Across the globe, industrial societies thrive on an extensive use of water to run their manufacturing facilities and workplaces.
Across the globe, industrial societies thrive on an extensive use of water to run their manufacturing facilities and workplaces. These industries discharge large quantities of water from their sites, and should assume responsibility by ensuring they leave no footprint. So, while the utility of water resources by Indian manufacturing firms will be inevitable as the country makes economic progress, how can these entities attain a ‘water positive’ status that is tied up with their overarching sustainable development vision? It is important that India Inc walks the talk and steps up efforts in resolving India’s looming water crisis. This will also give them the ‘license to lead’. The water situation in India reflects many concerns. A 2016 report by an international organisation,Water Aid India (WAI), has pointed out that 76 million Indians have no access to safe drinking water supply. Water supply in India for long has been dependent on two principal sources — rivers and groundwater.

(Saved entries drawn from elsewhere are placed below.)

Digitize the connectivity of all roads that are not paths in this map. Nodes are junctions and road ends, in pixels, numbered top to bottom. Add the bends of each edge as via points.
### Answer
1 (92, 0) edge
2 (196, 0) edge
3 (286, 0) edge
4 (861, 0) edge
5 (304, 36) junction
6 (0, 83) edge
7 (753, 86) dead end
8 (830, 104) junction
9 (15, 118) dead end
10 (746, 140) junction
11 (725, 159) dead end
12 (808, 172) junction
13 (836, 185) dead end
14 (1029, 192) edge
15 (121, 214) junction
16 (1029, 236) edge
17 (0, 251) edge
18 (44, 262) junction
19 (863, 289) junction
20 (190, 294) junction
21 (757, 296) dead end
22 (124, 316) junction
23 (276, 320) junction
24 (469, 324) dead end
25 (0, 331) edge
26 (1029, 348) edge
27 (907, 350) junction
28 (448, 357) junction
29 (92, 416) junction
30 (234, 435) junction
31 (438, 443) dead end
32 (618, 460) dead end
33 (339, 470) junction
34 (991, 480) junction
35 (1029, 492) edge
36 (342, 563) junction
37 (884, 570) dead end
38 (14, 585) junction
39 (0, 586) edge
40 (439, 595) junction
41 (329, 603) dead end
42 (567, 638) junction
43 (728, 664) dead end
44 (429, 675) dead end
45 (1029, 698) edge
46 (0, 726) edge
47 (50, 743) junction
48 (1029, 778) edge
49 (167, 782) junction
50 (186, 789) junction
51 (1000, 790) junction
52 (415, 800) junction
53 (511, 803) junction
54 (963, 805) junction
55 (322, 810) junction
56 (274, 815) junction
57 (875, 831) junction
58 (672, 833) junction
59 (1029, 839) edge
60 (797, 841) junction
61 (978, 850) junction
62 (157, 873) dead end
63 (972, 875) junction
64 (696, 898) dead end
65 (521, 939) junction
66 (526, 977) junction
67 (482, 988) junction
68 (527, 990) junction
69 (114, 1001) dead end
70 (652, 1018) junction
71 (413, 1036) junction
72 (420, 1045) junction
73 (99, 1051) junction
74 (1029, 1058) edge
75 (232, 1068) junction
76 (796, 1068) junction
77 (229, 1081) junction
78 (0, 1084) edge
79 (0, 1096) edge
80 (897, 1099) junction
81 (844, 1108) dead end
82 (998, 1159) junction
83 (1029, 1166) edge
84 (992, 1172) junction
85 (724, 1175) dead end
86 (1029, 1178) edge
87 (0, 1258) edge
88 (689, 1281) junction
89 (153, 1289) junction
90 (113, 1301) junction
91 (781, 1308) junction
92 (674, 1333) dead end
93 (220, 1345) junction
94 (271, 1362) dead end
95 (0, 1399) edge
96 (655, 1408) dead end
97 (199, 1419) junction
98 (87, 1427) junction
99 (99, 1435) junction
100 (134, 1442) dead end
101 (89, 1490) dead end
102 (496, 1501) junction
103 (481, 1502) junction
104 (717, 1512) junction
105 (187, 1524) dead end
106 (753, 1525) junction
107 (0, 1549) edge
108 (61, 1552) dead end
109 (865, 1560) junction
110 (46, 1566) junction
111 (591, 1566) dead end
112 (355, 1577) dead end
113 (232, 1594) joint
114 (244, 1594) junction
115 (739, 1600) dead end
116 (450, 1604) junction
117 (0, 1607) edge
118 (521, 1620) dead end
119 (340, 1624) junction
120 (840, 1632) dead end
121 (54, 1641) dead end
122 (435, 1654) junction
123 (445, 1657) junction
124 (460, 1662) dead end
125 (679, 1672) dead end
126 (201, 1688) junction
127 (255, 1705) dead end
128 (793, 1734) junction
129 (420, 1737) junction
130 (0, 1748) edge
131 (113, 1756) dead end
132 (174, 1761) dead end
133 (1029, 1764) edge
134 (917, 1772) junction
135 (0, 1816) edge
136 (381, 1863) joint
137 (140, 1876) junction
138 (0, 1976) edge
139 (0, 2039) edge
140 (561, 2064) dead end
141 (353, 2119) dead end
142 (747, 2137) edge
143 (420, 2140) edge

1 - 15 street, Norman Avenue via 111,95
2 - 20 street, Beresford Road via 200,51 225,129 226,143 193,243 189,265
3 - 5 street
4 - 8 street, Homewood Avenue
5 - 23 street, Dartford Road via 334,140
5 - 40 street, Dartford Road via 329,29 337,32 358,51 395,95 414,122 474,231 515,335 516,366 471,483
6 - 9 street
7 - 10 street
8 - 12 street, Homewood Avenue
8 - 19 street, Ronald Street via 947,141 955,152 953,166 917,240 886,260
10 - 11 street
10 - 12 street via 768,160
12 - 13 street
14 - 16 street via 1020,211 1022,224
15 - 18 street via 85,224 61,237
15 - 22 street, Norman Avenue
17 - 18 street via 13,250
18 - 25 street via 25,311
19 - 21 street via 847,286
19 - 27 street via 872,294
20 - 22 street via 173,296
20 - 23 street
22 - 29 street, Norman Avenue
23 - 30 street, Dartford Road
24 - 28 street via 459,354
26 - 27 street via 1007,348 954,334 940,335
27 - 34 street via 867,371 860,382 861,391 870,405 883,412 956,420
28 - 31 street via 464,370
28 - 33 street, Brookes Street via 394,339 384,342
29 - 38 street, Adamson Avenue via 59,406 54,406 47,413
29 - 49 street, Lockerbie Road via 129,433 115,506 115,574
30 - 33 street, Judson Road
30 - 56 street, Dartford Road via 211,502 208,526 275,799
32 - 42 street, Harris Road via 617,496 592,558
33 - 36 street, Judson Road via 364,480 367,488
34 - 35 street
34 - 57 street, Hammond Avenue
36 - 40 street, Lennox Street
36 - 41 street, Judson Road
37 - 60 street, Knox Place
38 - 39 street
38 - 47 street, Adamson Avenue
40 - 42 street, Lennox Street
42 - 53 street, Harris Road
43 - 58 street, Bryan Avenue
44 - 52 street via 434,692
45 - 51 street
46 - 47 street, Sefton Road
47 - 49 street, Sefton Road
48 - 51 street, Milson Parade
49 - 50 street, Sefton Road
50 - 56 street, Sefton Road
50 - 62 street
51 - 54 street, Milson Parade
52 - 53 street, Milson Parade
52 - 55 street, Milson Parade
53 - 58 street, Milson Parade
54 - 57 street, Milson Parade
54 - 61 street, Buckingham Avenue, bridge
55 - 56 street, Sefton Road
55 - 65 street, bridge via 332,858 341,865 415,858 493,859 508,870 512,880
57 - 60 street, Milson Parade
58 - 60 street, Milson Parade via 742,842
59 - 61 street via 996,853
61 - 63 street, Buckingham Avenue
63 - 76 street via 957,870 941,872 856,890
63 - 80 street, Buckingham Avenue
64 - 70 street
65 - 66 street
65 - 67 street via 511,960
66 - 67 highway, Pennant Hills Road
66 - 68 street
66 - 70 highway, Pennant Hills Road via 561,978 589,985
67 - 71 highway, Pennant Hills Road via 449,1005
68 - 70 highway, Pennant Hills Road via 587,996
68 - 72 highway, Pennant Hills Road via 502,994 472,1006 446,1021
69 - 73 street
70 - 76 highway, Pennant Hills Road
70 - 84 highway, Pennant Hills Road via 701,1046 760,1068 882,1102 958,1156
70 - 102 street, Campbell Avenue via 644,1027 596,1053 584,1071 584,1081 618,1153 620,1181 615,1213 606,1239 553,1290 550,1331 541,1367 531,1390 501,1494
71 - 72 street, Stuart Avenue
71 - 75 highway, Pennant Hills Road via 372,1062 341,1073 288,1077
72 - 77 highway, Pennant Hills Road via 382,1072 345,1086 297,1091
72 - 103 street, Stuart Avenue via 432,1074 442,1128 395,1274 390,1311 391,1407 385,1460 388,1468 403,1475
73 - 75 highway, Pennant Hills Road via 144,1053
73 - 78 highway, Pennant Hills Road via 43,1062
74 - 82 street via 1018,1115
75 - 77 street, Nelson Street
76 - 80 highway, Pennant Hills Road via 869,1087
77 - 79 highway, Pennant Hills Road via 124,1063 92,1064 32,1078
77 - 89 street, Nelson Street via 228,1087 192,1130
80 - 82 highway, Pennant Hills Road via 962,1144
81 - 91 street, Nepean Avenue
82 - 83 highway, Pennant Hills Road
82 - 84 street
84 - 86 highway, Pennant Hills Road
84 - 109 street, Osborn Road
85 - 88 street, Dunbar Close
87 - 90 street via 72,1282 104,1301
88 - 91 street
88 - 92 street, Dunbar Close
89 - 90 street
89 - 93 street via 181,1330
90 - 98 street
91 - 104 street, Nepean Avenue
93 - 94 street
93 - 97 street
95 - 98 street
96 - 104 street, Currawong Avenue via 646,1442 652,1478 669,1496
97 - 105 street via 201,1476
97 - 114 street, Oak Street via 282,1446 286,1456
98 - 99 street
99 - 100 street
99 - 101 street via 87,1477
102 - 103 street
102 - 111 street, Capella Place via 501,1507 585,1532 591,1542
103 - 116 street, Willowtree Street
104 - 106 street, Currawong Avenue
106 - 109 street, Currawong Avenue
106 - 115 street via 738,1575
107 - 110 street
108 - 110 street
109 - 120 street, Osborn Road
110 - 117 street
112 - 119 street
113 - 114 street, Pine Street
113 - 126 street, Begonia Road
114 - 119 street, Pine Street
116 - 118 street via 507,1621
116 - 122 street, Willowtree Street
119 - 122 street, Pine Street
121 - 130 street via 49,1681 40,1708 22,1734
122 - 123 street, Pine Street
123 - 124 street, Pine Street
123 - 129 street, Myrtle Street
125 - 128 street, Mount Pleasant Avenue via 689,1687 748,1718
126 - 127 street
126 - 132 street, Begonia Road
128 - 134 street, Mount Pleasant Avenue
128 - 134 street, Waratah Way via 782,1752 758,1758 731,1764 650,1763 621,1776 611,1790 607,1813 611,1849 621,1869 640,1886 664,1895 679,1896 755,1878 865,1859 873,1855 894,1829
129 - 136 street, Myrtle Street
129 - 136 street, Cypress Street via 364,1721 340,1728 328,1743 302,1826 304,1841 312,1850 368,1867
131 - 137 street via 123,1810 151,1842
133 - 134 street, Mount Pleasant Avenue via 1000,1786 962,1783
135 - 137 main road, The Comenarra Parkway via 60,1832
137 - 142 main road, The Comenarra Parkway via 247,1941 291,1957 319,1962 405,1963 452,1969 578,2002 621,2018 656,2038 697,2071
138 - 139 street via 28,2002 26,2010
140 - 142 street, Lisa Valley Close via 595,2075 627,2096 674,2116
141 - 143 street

While Indian rivers continue to shrink as a result of gross industrial pollution, a growth in population over the decades has resulted in the depletion of groundwater resources.
Little wonder that the Indian government too has announced a water index to rank states on the merit of their water management capabilities. These developments clearly underscore the government’s renewed approach towards water conservation. But, will the government efforts alone suffice for delivering the ‘water for all’ promise?
Just like the carbon footprint, water management and resource development must feature on the corporate agenda. Companies need to first assess their water footprint or the total volume of freshwater that is used to run and support their company operations. By proactively reducing the water footprint, companies can turn water into a competitive advantage.
Indian corporates must adopt a three-pronged sustainability approach of reducing, recycling and replenishing water resources. Metering, monitoring and controlling water usage at manufacturing facilities, corporate and regional offices will be vital going forward. Companies can today deploy innovative water tools that measure and prioritise efficient use of water.
It is also becoming increasingly important for corporates to educate communities in rural locations they operate in on traditional methods such as rainwater harvesting and groundwater restoration. Investments must be channelised towards corporate social responsibility endeavors that empower farming communities with water efficient techniques like drip irrigation. Conjunctive use of surface and groundwater should be promoted for optimum utilisation of canal water and enhancing productivity.
Partnering with private institutes and universities for research on water management and resource development will be critical in India Inc’s quest for enabling a sustainable tomorrow. Fostering relations with local water administrators and researchers to improve systems for measuring and explaining variation in water resources will go a long way for India Inc in paving the way for a greener future.
To create a sustainable tomorrow, it is important that corporates broaden their view on the value they bring to societies. They will have to collaborate with the government on the mission in achieving their sustainable development goals with renewed emphasis on clean water and sanitation. They also need to revise the way an organisation’s success is measured and taken into account, both its positive and negative impact.
Needless to add, there has to be a focused strategic decision to prioritise the organisation’s significant levers to reveal the bigger picture. This could start by adopting strategic projects and measuring the positive and negative impacts that would include the sum total of all actions in economic, environmental and social areas to create more value on triple bottomline of people, planet and profit. Only then can one say an organisation’s ‘true value’ has been achieved.